遠山国務大臣 委員御指摘のように、教育はもう教員の力量にかかっていると思います。ですから、教員がしっかりとその力を発揮していただいていい教育を展開していただくというのが本当に大事だと思っております。教育を担う教員の意欲あるいは努力というものが適正に評価されるべしというお話は、私もそうだと思います。
 このため、これまでも、我が省といたしましては、各都道府県教育委員会などに対しまして、勤務評定を適切に実施するとともに、その評定結果を人事管理上活用するよう指導してまいっているところでございます。
 また、文部科学省といたしましては、教員の評価とそれに応じた処遇がより一層適切になされますよう、現在、すべての都道府県教育委員会において実施していただきたいということで言っておりますのが二つございます。
 一つは、指導力不足教員などについて、継続的な指導、研修を行う、そして状況に応じて分限処分を迅速かつ適正に行うために必要な人事管理システムの構築、これに関する調査研究の事業を行って、実践に結びつけていただく。
 それから二番目には、優秀な教員を表彰するとともに、それに連動して、給与上の措置を実施するための調査研究事業を開始いたしております。これはもう全県で今準備に入っております。
 それと、大変大事なことでございますけれども、さきの通常国会、昨年、法律改正を通していただいたわけでございますが、それに基づきまして、本年一月から、市町村立小中学校等の指導が不適切な教員を現場から離しまして、都道府県の教員以外の職へ異動させることが可能となったところでございます。
 これらの制度を、形だけではなくて、実際にそういうことを活用しながら、それぞれの学校の教員が本当に指導力を持つように、そういう人事政策をやってもらいたいものだと思っているところでございます。
 今後とも、教員に関するしっかりしたそういう評価と、それに応じた処遇というものを一層適切に実施するよう、指導、支援していきたいと考えております。
中津川委員 関連して、校長先生の問題について少し議論したいんですが、校長というのはこれから大変大事なポジションになってくると思うんですね。
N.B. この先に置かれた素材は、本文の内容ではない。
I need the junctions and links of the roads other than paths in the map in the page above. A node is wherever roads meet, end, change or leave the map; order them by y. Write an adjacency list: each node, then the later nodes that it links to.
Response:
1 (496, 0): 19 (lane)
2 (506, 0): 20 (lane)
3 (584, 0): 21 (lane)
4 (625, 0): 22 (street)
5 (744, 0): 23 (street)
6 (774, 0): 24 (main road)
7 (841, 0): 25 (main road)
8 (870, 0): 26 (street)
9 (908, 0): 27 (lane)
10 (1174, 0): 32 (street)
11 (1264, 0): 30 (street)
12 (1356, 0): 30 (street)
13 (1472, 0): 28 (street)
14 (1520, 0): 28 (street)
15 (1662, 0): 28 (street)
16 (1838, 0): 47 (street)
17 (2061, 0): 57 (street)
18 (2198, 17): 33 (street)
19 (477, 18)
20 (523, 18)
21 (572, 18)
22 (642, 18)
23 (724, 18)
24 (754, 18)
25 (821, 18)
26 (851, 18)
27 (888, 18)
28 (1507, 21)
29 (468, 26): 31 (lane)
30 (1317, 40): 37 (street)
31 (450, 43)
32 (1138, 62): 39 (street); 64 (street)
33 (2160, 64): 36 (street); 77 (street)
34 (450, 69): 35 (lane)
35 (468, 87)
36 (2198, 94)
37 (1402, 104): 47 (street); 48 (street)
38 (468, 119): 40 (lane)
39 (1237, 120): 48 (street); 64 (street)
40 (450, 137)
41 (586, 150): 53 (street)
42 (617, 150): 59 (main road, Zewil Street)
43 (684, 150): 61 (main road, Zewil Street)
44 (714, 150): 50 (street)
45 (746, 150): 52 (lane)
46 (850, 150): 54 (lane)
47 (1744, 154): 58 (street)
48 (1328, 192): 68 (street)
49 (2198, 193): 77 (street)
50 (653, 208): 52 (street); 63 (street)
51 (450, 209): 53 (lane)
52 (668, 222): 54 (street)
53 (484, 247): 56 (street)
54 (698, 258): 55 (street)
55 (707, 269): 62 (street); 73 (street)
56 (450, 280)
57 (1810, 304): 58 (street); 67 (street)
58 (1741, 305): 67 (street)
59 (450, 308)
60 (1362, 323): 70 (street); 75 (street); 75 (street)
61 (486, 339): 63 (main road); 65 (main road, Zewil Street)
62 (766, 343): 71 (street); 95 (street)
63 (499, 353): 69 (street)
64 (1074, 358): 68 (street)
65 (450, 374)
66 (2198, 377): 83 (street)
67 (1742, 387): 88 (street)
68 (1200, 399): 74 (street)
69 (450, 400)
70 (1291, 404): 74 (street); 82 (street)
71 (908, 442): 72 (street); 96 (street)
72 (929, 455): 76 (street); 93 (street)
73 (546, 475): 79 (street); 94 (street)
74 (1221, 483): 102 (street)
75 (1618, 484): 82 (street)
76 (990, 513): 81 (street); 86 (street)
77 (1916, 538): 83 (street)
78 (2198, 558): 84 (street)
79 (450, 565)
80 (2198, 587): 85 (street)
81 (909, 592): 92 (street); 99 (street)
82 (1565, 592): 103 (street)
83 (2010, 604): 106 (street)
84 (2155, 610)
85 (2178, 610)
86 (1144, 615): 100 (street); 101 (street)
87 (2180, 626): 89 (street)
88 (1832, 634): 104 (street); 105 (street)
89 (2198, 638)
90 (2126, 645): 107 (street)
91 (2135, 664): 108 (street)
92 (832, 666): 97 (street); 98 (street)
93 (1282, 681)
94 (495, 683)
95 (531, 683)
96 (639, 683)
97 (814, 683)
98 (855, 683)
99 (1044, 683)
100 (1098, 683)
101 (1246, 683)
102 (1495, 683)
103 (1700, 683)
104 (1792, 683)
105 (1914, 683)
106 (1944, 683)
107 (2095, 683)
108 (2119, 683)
学校経営の責任者になる。しかし、今の校長先生というのは、人事権も経営権もないんですよね。何かマスコミで、不祥事が起きたりすると、校長先生にマイク向けられて、何かすべて校長先生に責任があるような様子が映し出されますが、あれは気の毒でしようがないですね。知り合いの校長に聞いたら、自分が使えるお金というのは年間十万ちょっとしかない、窓が壊れたとか備品の整理とかそんなものしかないんだと。
 今、学校の自由化、そして子供と親が選ぶ学校、地域の中で生きていく学校というのがテーマでありますね。校長先生の重要性というのは、僕はこれから増してくると思うんです。校長先生が学校経営、人事とか、責任を持つ。そういう権限も大幅に、当然責任もですよ、権限委譲をすることが、僕は流れではないかと。そして、子供と親が学校を選ぶわけでありますから、この学校は大変進学に熱心だ、この学校は部活に熱心だ、この学校はボランティア教育に熱心だ、いろいろな地域の学校があっていいじゃないですか。それで生徒が来なくなれば考えますよ。いかがですか。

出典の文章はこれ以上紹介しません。